Nihil in publicum sputa.
Sony actually intended for it to be the graphic chips
No they didn't. Originally Toshiba were developing the RS, which was insanely fast for its time (128 scalar pipes at 1GHz; 16MB eDRAM). When their yields were too low, Sony went to nVidia and obtained RSX.
Early on they were doing graphics demos of things running on a number of Cell chips.
Indeed - I wrote one of them. We had no final GPU yet, because of the Toshiba fuck-up. There was a really slow temporary GPU solution. Some demos ran only on a frame buffer. The gas station demo rendered some basic polys but the fluid dynamics and rendering were on SPU. Mark Cerny did an experiment trying to run general-purpose GPU on the SPUs, but it failed because the SPUs were too slow to synthesize bilinearly interpolated texture lookups. If there had ever been an intent for the Cell to be the GPU, they would have had texture units (as Larrabee did).
However, it wasn't good at that either and as the PS3 went in to hardware development, it was clear that they'd need a real GPU.
That was always the plan.
Well rather than just admit that the Cell wasn't ready for a consumer device (I mean who the fuck tries to put first gen technology in a consumer device) they decided to make it the CPU instead, and had nVidia make them a GPU.
It was always going to be the CPU. Lots of people put first-gen technology into a consumer device (ever heard of BluRay, for instance?) They went to nVidia last minute because Toshiba fucked up.

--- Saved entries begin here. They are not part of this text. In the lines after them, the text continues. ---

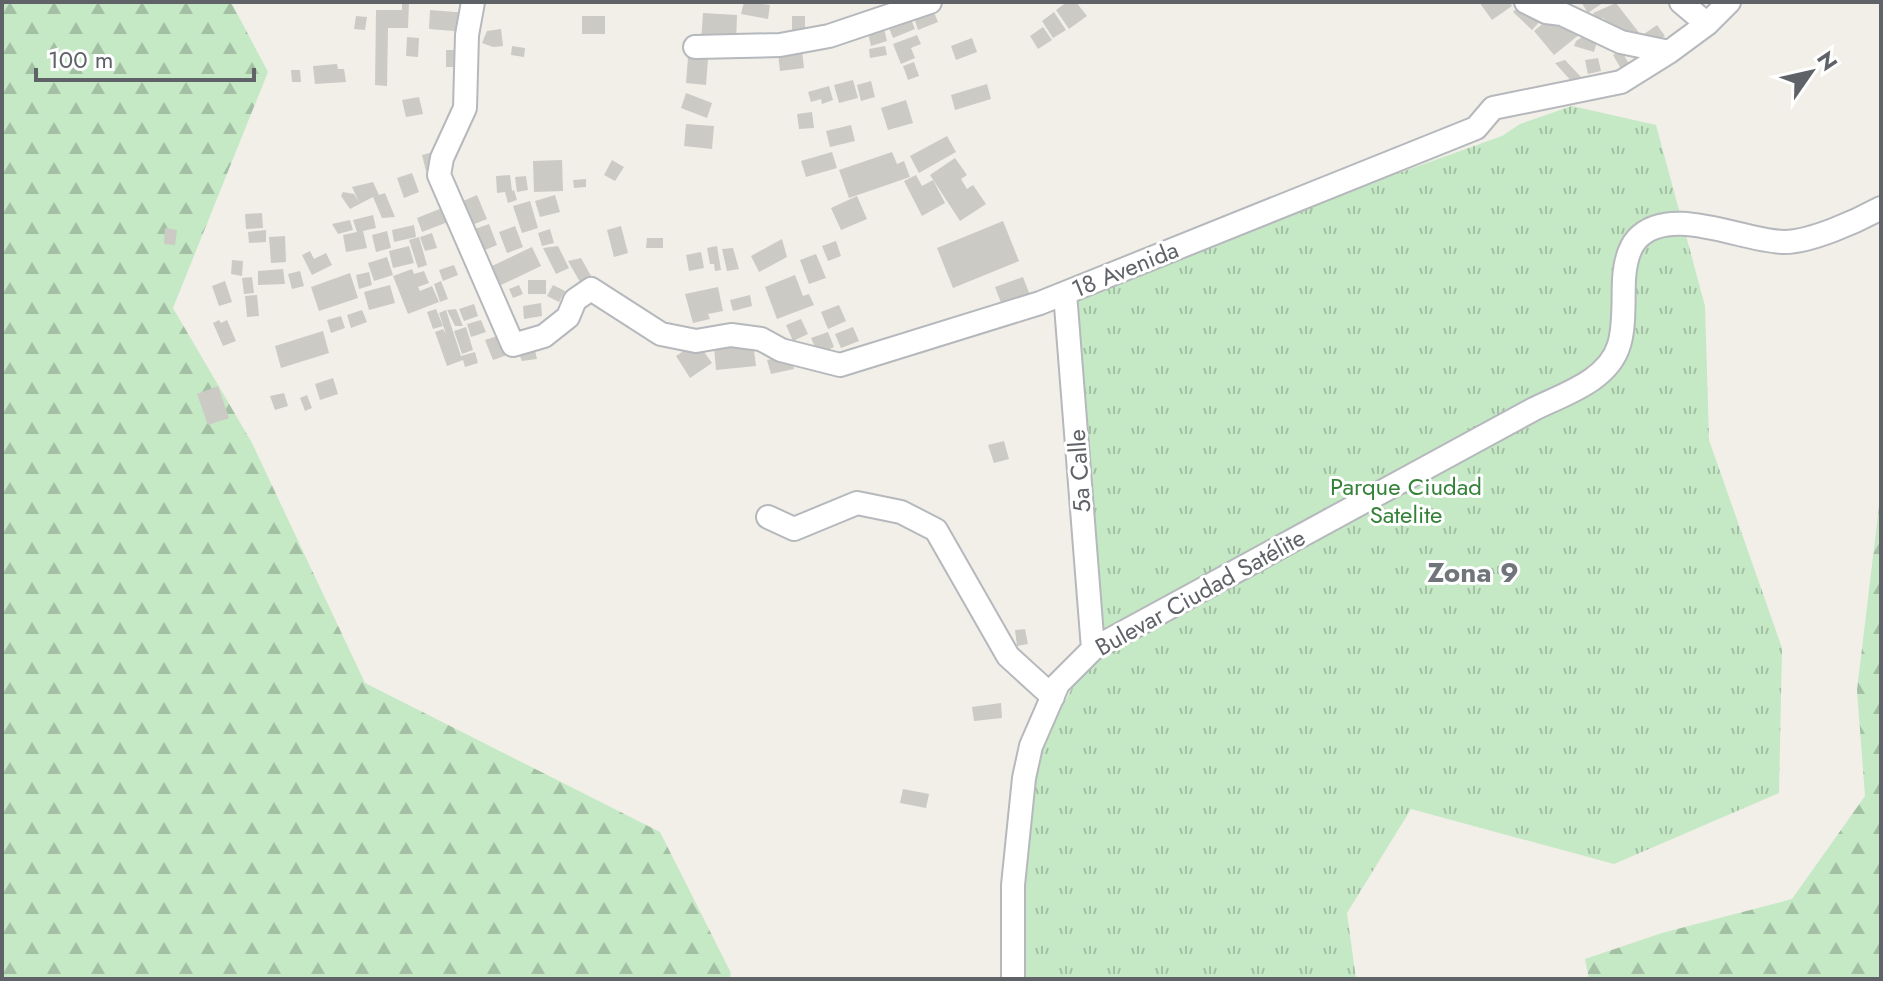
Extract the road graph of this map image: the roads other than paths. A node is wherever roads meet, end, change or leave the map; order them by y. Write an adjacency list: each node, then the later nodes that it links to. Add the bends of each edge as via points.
1 (473, 2): 10 (street, 18 Avenida, via 465,108 439,175 513,345 544,336 591,289 661,334 696,341 731,335 761,339 808,359 840,365)
2 (930, 2): 7 (street, via 829,36 780,45)
3 (1526, 2): 8 (street, via 1621,42)
4 (1681, 2): 6 (street)
5 (1729, 2): 6 (street, 18 Avenida)
6 (1707, 24): 8 (street, 18 Avenida)
7 (695, 47)
8 (1669, 52): 10 (street, 18 Avenida, via 1621,82 1493,108 1476,128)
9 (1881, 208): 12 (street, Bulevar Ciudad Satélite, via 1844,227 1785,242 1695,225 1661,225 1637,239 1626,261 1620,343 1591,381)
10 (1065, 293): 12 (street, 5a Calle)
11 (768, 517): 13 (street, via 794,529 857,503 901,512 936,530 1008,656)
12 (1093, 649): 13 (street, Bulevar Ciudad Satélite, via 1058,684)
13 (1053, 697): 14 (street, Bulevar Ciudad Satélite, via 1031,746 1024,778 1013,885)
14 (1013, 979)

Ultimately Cell's long term problem has been GPUs themselves. As you say Cell sucks as a general purpose CPU. No problem, that wasn't really its design. However as a stream processor it can't keep up with the new GPUs. That wasn't an issue when it was designed (this was back in the pre nVidia 8800 days) but now it gets out stream processed by GPUs.
The SPUs are far more flexible than stream processors. They have their own DMA engines and can run arbitrary control flow. They also run very fast even compared to a modern CPU. They were never designed to compete with GPUs. A single GPU stream processor is not very powerful, and morphing an algorithm onto a stream processor is a lot of hard work (even compared to SPU coding). The factor that made the design go to where it is now for PS4 is that GPUs became ridiculously wide and cheap. Cell is a niche product. GPUs are everywhere. GPUs just shit all over everything else for MFLOP/$.

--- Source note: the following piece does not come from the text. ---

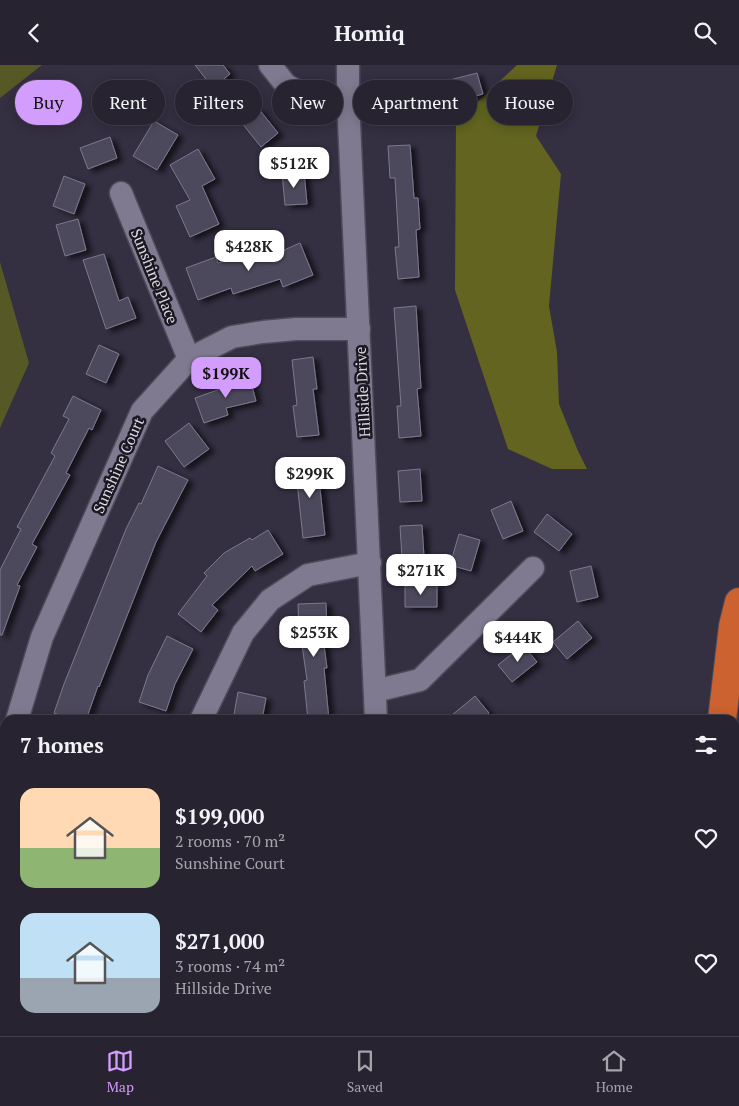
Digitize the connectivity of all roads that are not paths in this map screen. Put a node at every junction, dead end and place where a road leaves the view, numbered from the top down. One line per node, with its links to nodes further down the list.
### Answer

You really need to stop posting things you made up that kind of make sense to Slashdot. Everything you've said is basically incorrect.
I heard that Steve Jobs used to use VI. He switched to EMACS couldn't kick the habit of hitting the i key before typing.
The PS4 wasn't even developed in Japan or by a Japanese, hell it will even be released earlier in the US and Europe.
While I agree with most of what you said I'm pretty sure this is false, at least for most part. During E3 they introduced the Japanese guy who designed the PS4 case. Also there is an interview with a Gearbox programmer(forgot his name) he says that they needed 8GB(instead of 4GB) or the PS4 would be dead. So they sent a guy to Japan headquarters in order to get a new devkit. Finally, the new controller was also designed by a Japanese team (there is an Engadget article about it with some AR demos). I don't think the PS4 was entirelly developed in Japan, but most of it's main features came from there. I have no idea about the exact date the PS4 will be released, but it makes sense releasing it first in the West because the holiday season. The Japanese release will follow in a few weeks max(as it's still supposed to come this year) so this fact is not really relevant.